▶ **TASK DIRECTIONS**
Return every line from the records below with the string "paths".

Stored data
>>>>
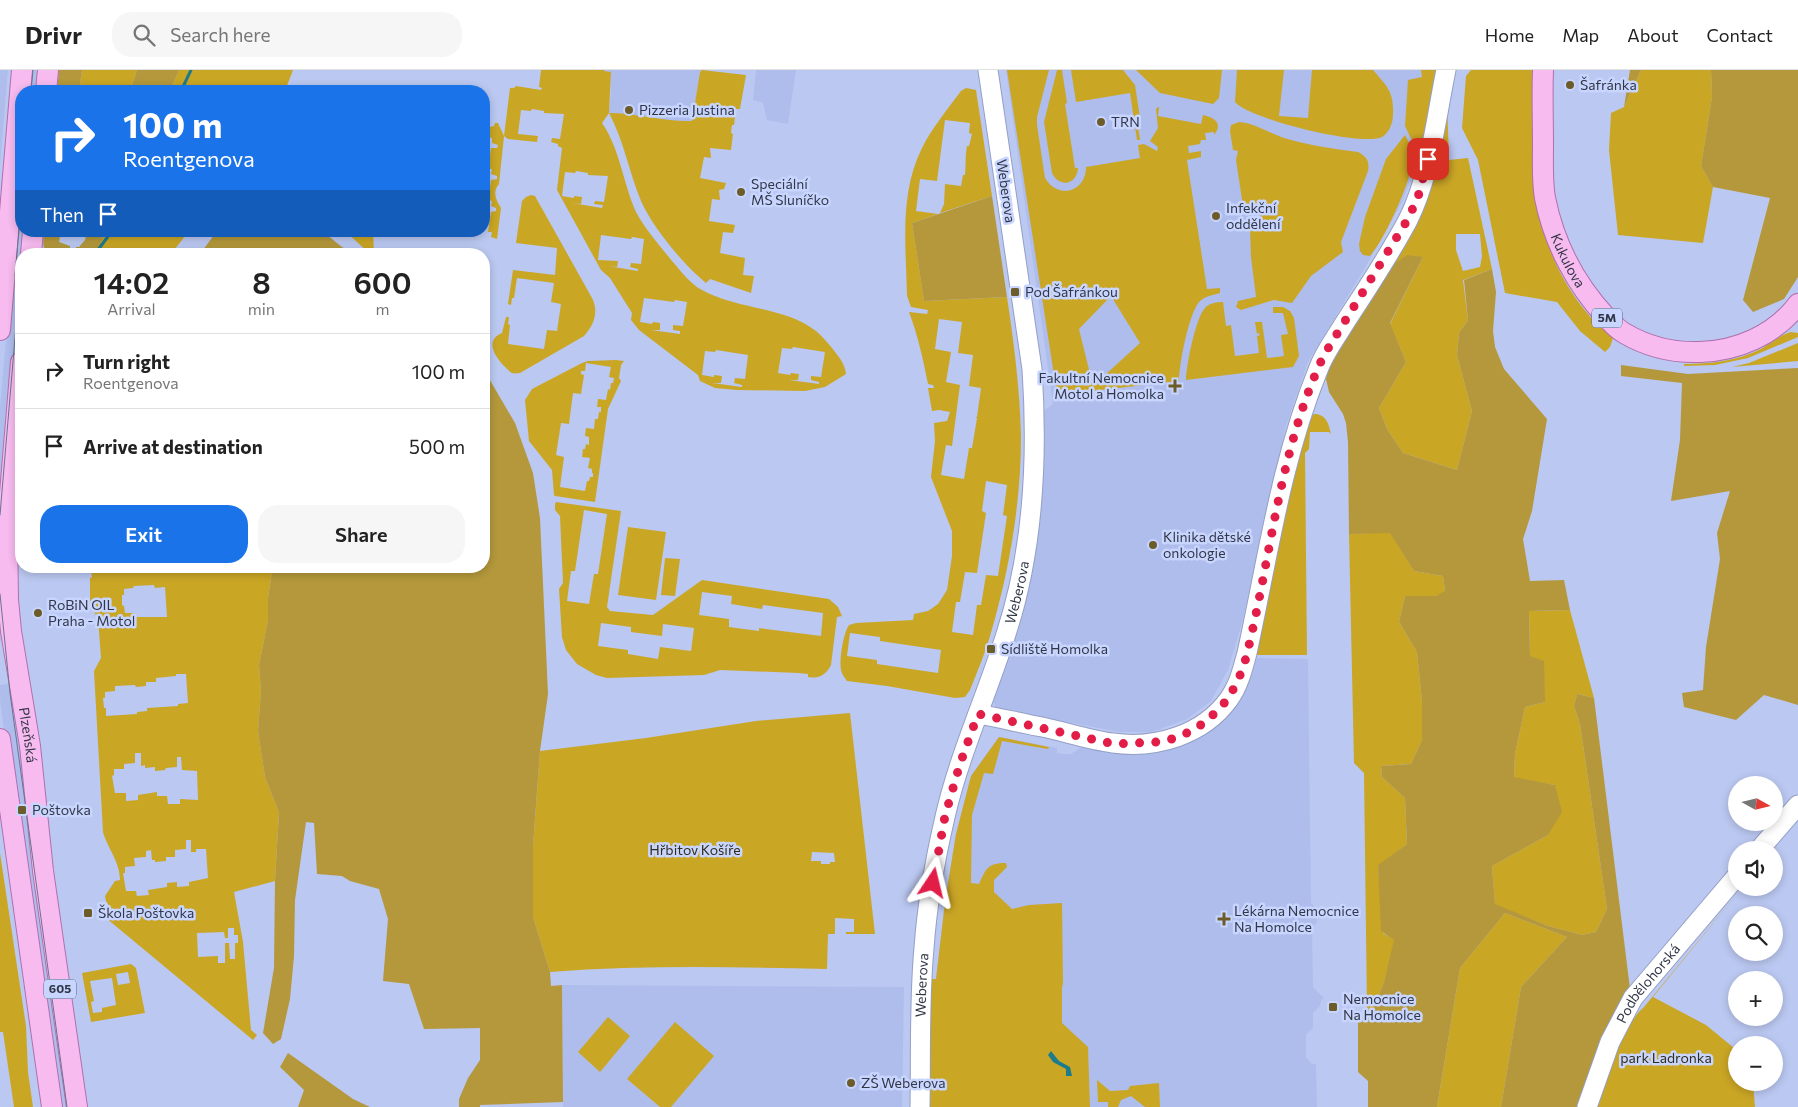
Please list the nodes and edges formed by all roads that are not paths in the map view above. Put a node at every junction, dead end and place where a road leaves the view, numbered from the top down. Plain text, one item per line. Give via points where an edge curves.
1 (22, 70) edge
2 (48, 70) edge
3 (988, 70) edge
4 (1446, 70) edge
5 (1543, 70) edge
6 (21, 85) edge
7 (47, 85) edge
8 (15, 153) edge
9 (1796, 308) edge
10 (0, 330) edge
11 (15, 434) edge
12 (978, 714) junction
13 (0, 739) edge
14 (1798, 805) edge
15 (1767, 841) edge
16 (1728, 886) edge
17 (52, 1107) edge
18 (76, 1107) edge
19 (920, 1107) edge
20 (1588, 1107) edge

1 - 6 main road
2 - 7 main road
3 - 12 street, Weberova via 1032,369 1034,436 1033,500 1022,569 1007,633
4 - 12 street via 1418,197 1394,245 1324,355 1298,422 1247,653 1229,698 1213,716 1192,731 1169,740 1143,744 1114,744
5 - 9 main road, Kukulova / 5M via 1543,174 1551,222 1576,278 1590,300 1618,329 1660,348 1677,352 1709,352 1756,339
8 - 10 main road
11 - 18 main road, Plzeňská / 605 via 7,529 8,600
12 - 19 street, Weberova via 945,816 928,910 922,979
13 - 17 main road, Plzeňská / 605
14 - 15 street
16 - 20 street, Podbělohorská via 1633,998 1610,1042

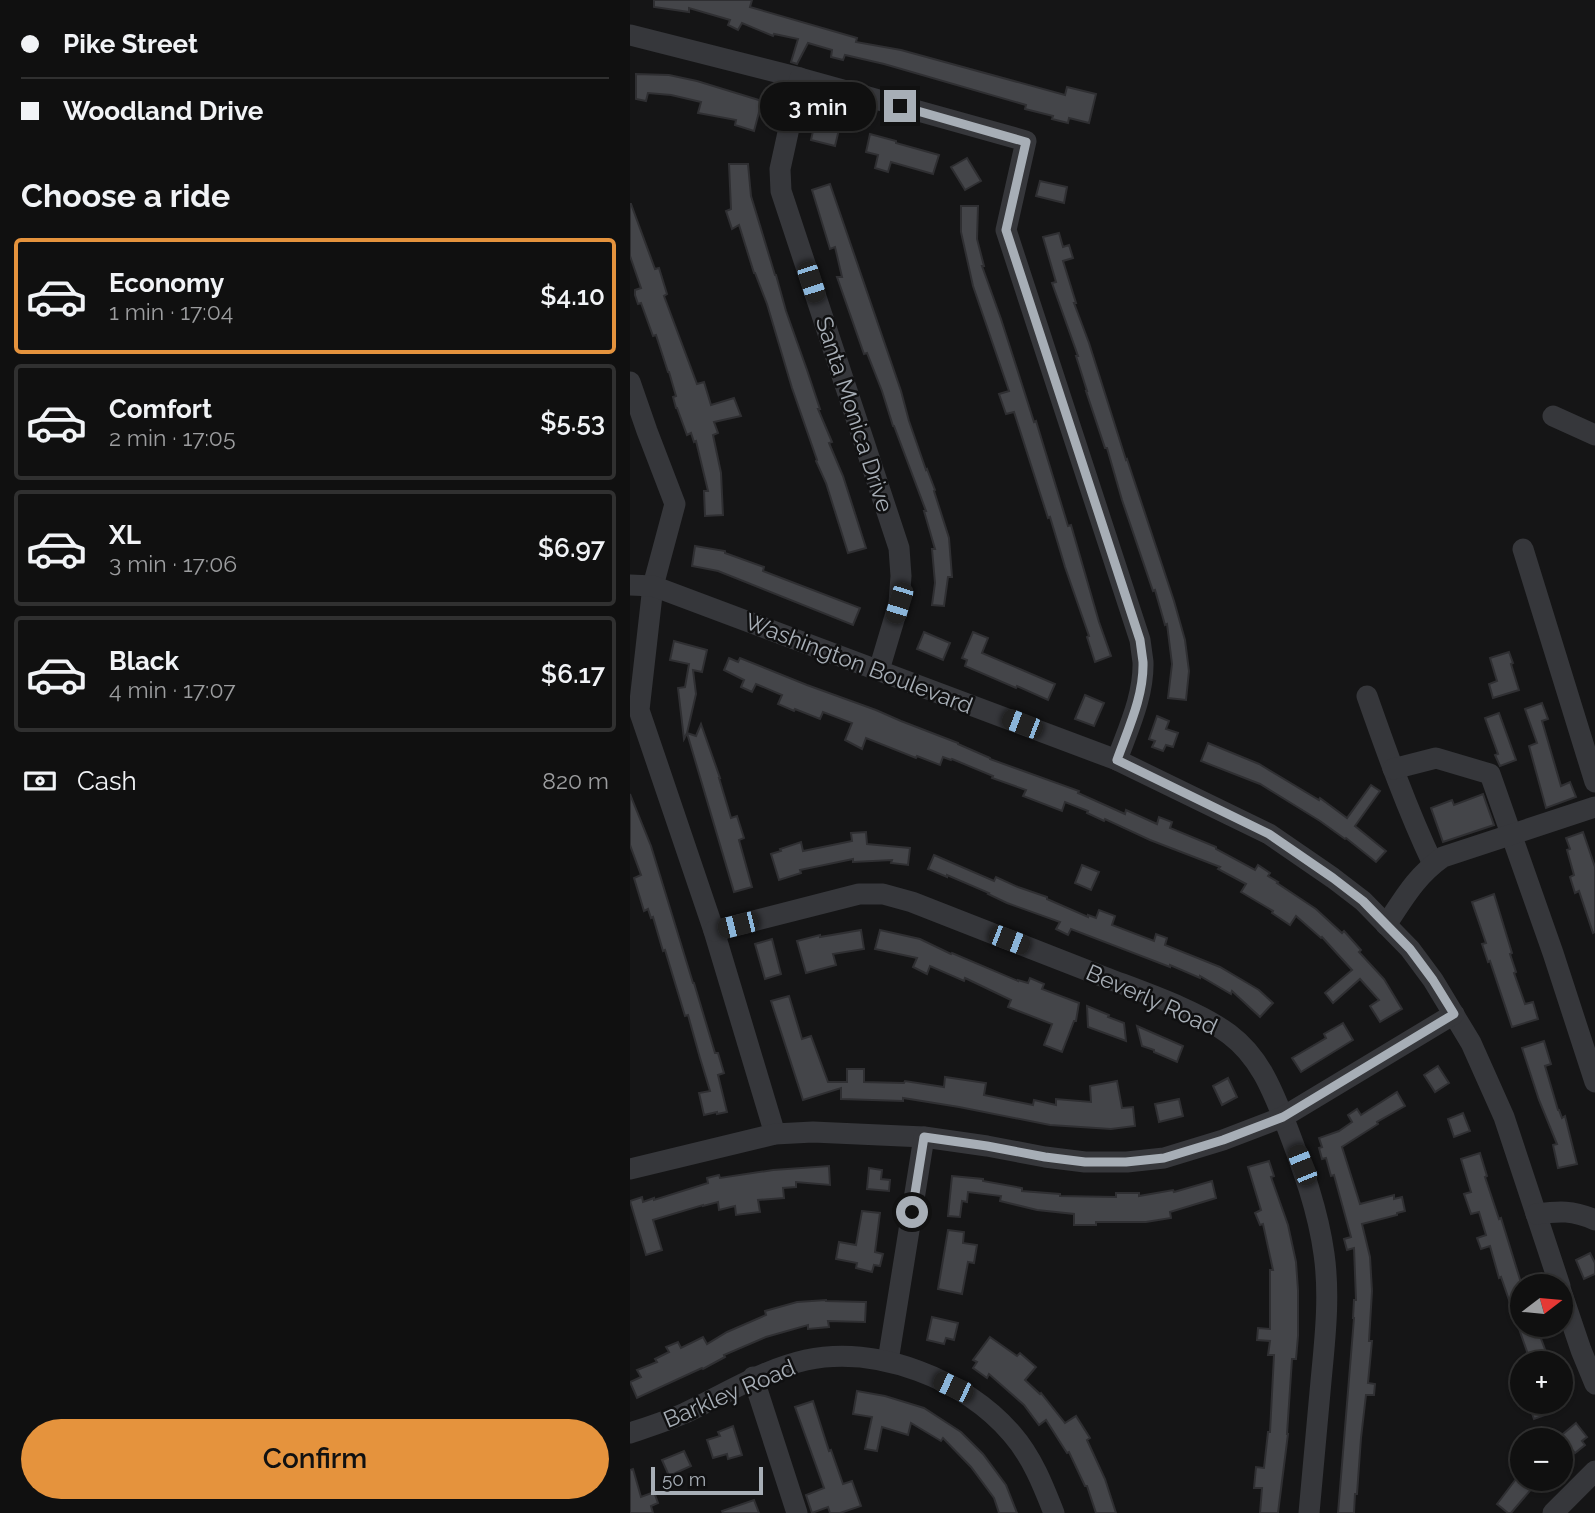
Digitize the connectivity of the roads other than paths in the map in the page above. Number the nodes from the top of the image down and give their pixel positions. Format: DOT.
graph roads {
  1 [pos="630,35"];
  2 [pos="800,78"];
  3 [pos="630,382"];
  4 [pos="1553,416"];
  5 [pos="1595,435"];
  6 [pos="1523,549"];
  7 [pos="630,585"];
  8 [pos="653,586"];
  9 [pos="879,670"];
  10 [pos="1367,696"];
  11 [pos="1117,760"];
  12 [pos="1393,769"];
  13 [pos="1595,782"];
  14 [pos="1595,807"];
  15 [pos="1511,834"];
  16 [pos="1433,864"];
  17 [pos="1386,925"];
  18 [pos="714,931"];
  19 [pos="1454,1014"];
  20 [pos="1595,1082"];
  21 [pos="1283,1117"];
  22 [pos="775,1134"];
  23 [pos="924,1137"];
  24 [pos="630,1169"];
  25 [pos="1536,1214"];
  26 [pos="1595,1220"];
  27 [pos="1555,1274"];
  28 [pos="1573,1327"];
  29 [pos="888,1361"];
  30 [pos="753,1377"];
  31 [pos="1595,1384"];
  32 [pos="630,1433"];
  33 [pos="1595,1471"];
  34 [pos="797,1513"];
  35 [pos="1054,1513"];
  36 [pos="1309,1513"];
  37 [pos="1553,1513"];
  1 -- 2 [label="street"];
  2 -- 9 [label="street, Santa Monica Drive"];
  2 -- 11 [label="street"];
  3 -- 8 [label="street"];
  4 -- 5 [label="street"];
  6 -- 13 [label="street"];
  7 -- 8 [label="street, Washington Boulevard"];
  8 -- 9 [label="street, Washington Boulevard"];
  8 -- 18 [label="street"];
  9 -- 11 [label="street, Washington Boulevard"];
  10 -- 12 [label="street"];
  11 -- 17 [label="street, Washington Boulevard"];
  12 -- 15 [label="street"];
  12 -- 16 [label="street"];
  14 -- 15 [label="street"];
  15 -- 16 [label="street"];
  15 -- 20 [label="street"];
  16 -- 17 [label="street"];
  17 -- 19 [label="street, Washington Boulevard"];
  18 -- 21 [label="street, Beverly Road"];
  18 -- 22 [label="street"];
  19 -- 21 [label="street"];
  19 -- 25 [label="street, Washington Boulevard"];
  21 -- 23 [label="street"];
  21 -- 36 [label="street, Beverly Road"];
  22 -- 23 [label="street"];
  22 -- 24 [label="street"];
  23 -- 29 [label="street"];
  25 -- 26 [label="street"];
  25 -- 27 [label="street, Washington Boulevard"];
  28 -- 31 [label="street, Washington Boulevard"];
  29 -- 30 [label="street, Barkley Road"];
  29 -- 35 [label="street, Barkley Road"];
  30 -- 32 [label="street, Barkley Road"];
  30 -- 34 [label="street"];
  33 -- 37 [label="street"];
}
<<<<
▶ **ANSWER FOR THE TASK**
Please list the nodes and edges formed by all roads that are not paths in the map view above. Put a node at every junction, dead end and place where a road leaves the view, numbered from the top down. Plain text, one item per line. Give via points where an edge curves.
Digitize the connectivity of the roads other than paths in the map in the page above. Number the nodes from the top of the image down and give their pixel positions. Format: DOT.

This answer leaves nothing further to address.